** Opening GIVEN DATA block **

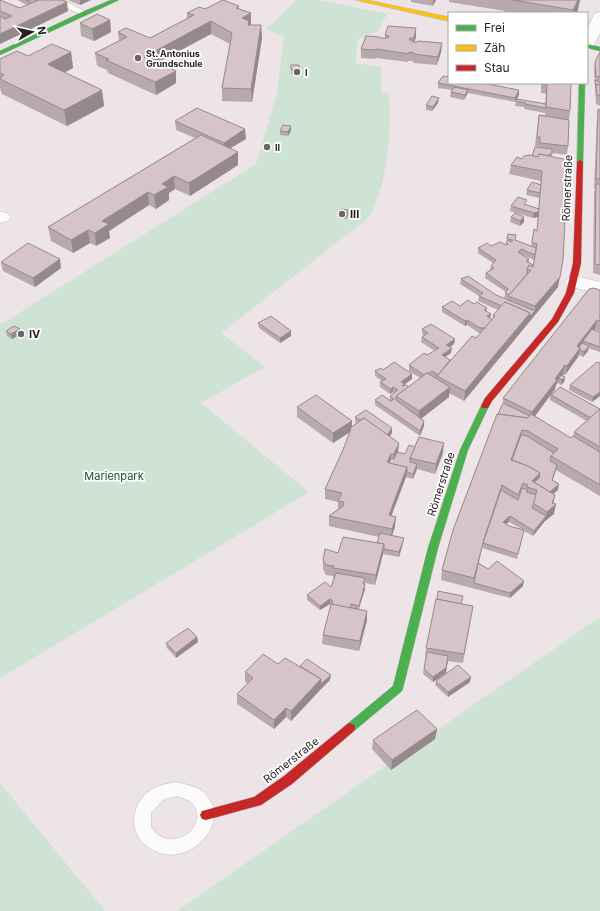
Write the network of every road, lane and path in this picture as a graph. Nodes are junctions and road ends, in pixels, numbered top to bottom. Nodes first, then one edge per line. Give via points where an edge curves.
1 (56, 0) edge
2 (116, 0) edge
3 (359, 0) edge
4 (84, 13) junction
5 (600, 16) edge
6 (448, 19) edge
7 (588, 44) edge
8 (588, 46) edge
9 (600, 49) edge
10 (0, 53) edge
11 (582, 84) edge
12 (575, 282) junction
13 (600, 288) edge
14 (206, 815) dead end

1 - 4 lane
2 - 4 street
3 - 6 street
4 - 10 street
5 - 7 street
8 - 9 street
11 - 12 street, Römerstraße
12 - 13 street
12 - 14 street, Römerstraße via 555,320 488,400 464,450 433,548 398,688 288,780 257,801

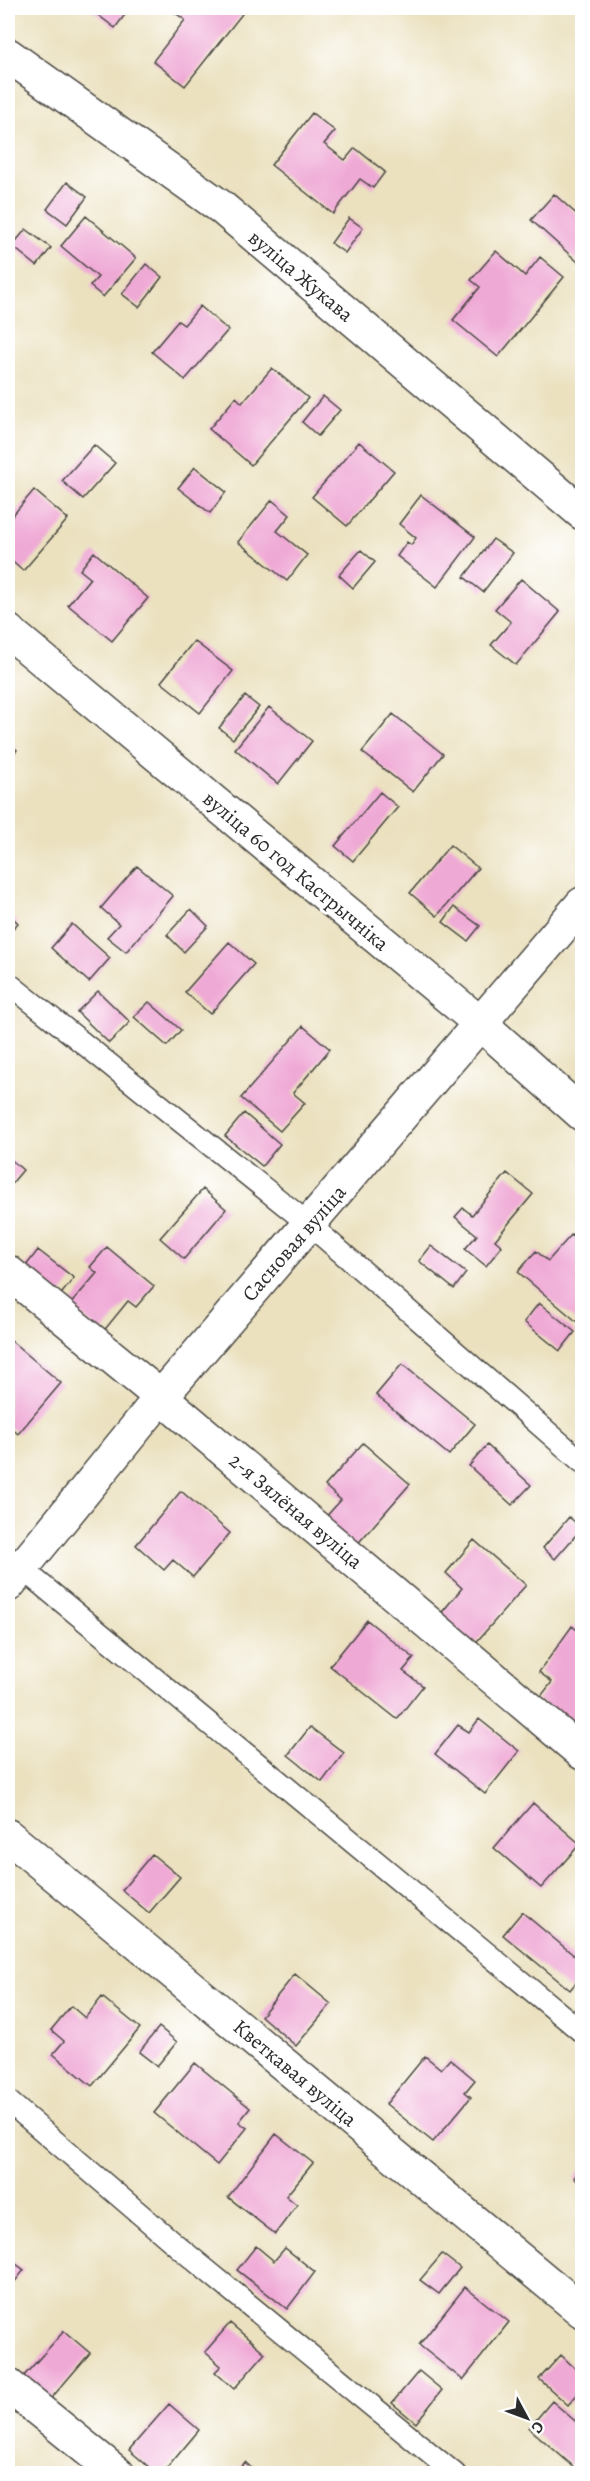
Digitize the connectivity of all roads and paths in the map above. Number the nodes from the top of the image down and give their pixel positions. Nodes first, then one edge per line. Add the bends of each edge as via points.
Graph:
1 (8, 55) edge
2 (582, 513) edge
3 (8, 631) edge
4 (582, 904) edge
5 (8, 983) edge
6 (481, 1024) junction
7 (582, 1114) edge
8 (309, 1226) junction
9 (8, 1272) edge
10 (161, 1397) junction
11 (582, 1462) edge
12 (12, 1570) edge
13 (582, 1754) edge
14 (8, 1836) edge
15 (582, 2032) edge
16 (8, 2101) edge
17 (582, 2311) edge
18 (8, 2385) edge
19 (118, 2474) edge
20 (455, 2474) edge

1 - 2 street, вуліца Жукава via 221,207
3 - 6 street, вуліца 60 год Кастрычніка
4 - 6 street, Сасновая вуліца
5 - 8 lane
6 - 7 street, вуліца 60 год Кастрычніка
6 - 8 street, Сасновая вуліца
8 - 10 street, Сасновая вуліца
8 - 11 lane
9 - 10 street, 2-я Зялёная вуліца
10 - 12 street, Сасновая вуліца
10 - 13 street, 2-я Зялёная вуліца
12 - 15 lane
14 - 17 street, Кветкавая вуліца
16 - 20 lane
18 - 19 street

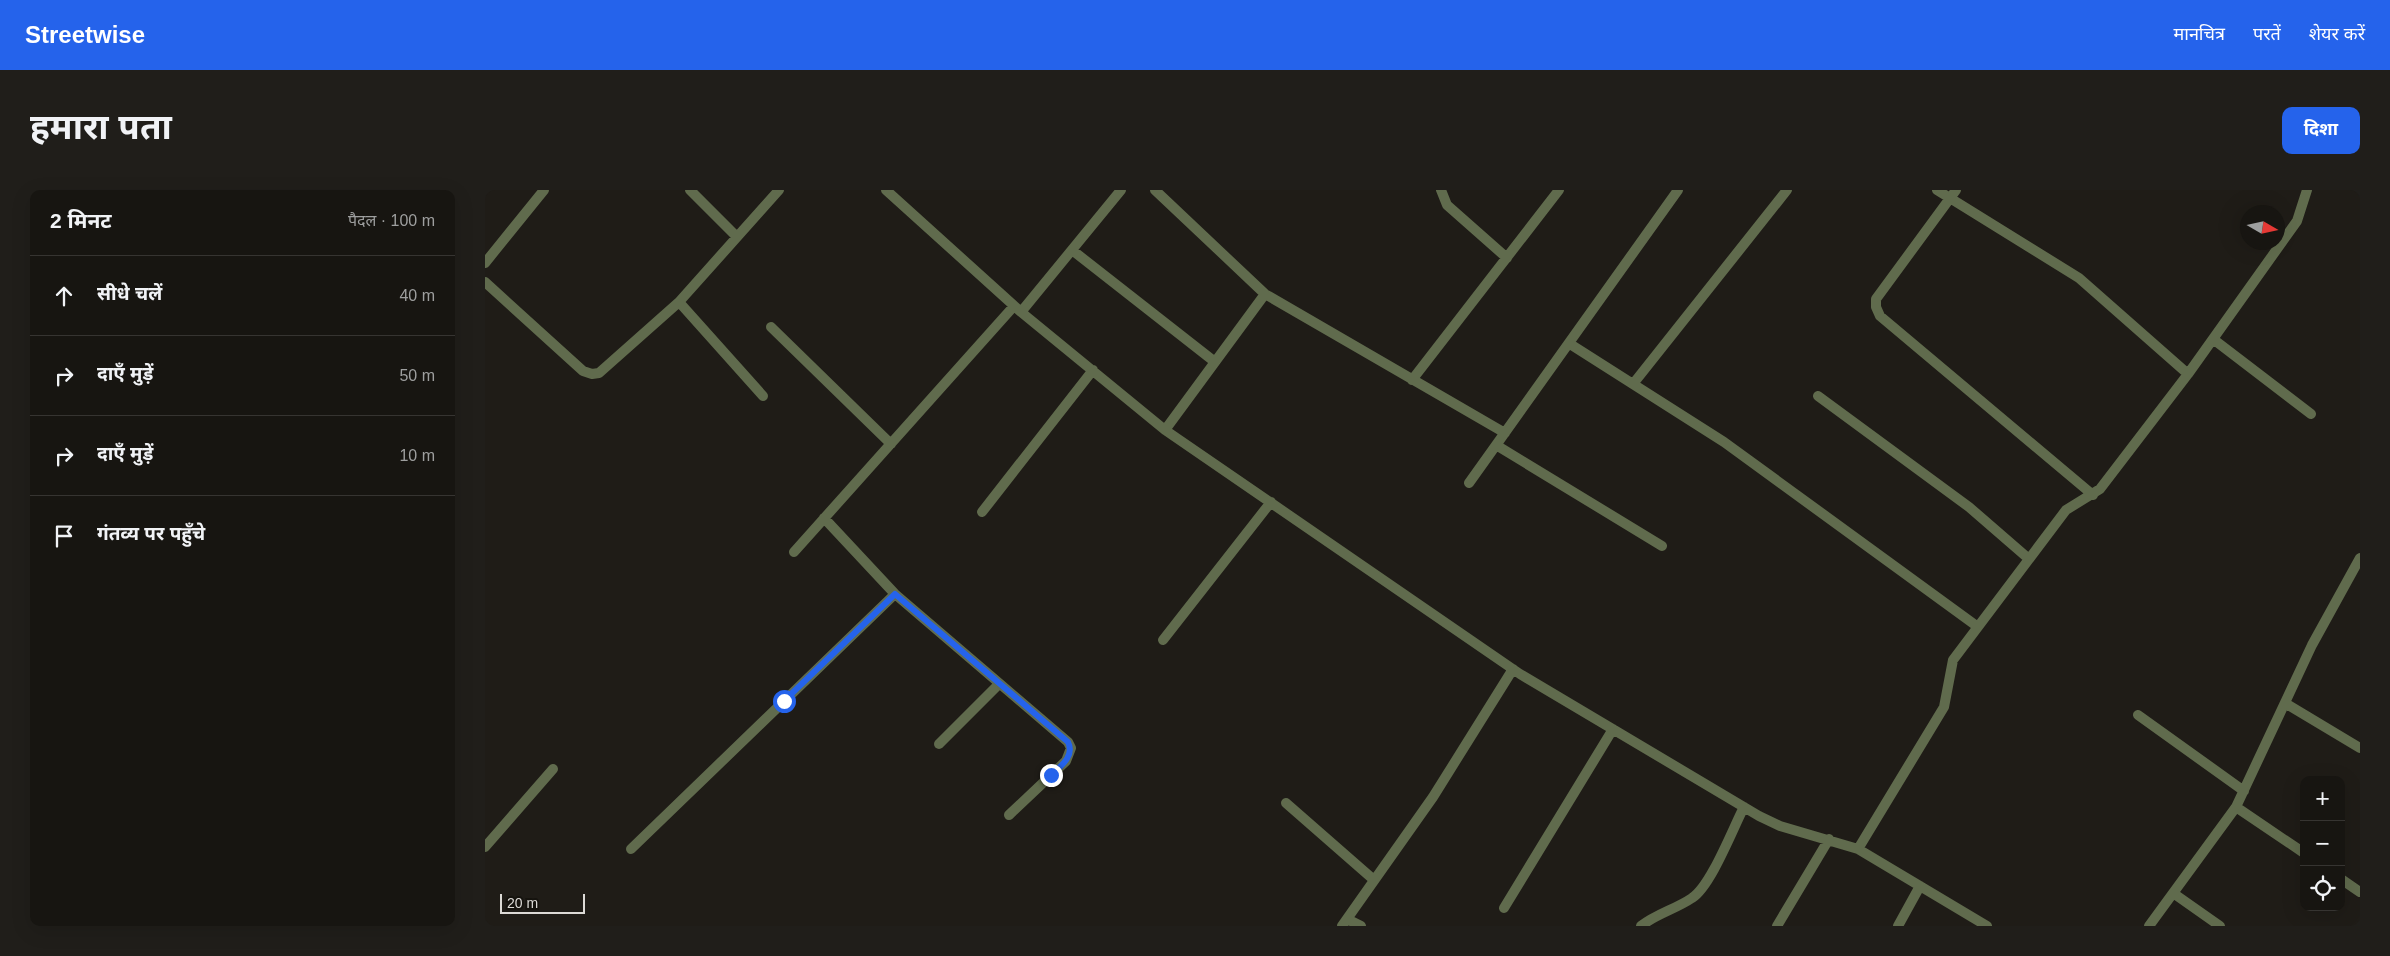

** Closing GIVEN DATA block **

EXERCISE AIM:
Exactly as they stand, set down all of the entries above, minus every picture.

OUTPUT FOR THIS EXERCISE:
Write the network of every road, lane and path in this picture as a graph. Nodes are junctions and road ends, in pixels, numbered top to bottom. Nodes first, then one edge per line. Give via points where an edge curves.
1 (56, 0) edge
2 (116, 0) edge
3 (359, 0) edge
4 (84, 13) junction
5 (600, 16) edge
6 (448, 19) edge
7 (588, 44) edge
8 (588, 46) edge
9 (600, 49) edge
10 (0, 53) edge
11 (582, 84) edge
12 (575, 282) junction
13 (600, 288) edge
14 (206, 815) dead end

1 - 4 lane
2 - 4 street
3 - 6 street
4 - 10 street
5 - 7 street
8 - 9 street
11 - 12 street, Römerstraße
12 - 13 street
12 - 14 street, Römerstraße via 555,320 488,400 464,450 433,548 398,688 288,780 257,801

Digitize the connectivity of all roads and paths in the map above. Number the nodes from the top of the image down and give their pixel positions. Nodes first, then one edge per line. Add the bends of each edge as via points.
Graph:
1 (8, 55) edge
2 (582, 513) edge
3 (8, 631) edge
4 (582, 904) edge
5 (8, 983) edge
6 (481, 1024) junction
7 (582, 1114) edge
8 (309, 1226) junction
9 (8, 1272) edge
10 (161, 1397) junction
11 (582, 1462) edge
12 (12, 1570) edge
13 (582, 1754) edge
14 (8, 1836) edge
15 (582, 2032) edge
16 (8, 2101) edge
17 (582, 2311) edge
18 (8, 2385) edge
19 (118, 2474) edge
20 (455, 2474) edge

1 - 2 street, вуліца Жукава via 221,207
3 - 6 street, вуліца 60 год Кастрычніка
4 - 6 street, Сасновая вуліца
5 - 8 lane
6 - 7 street, вуліца 60 год Кастрычніка
6 - 8 street, Сасновая вуліца
8 - 10 street, Сасновая вуліца
8 - 11 lane
9 - 10 street, 2-я Зялёная вуліца
10 - 12 street, Сасновая вуліца
10 - 13 street, 2-я Зялёная вуліца
12 - 15 lane
14 - 17 street, Кветкавая вуліца
16 - 20 lane
18 - 19 street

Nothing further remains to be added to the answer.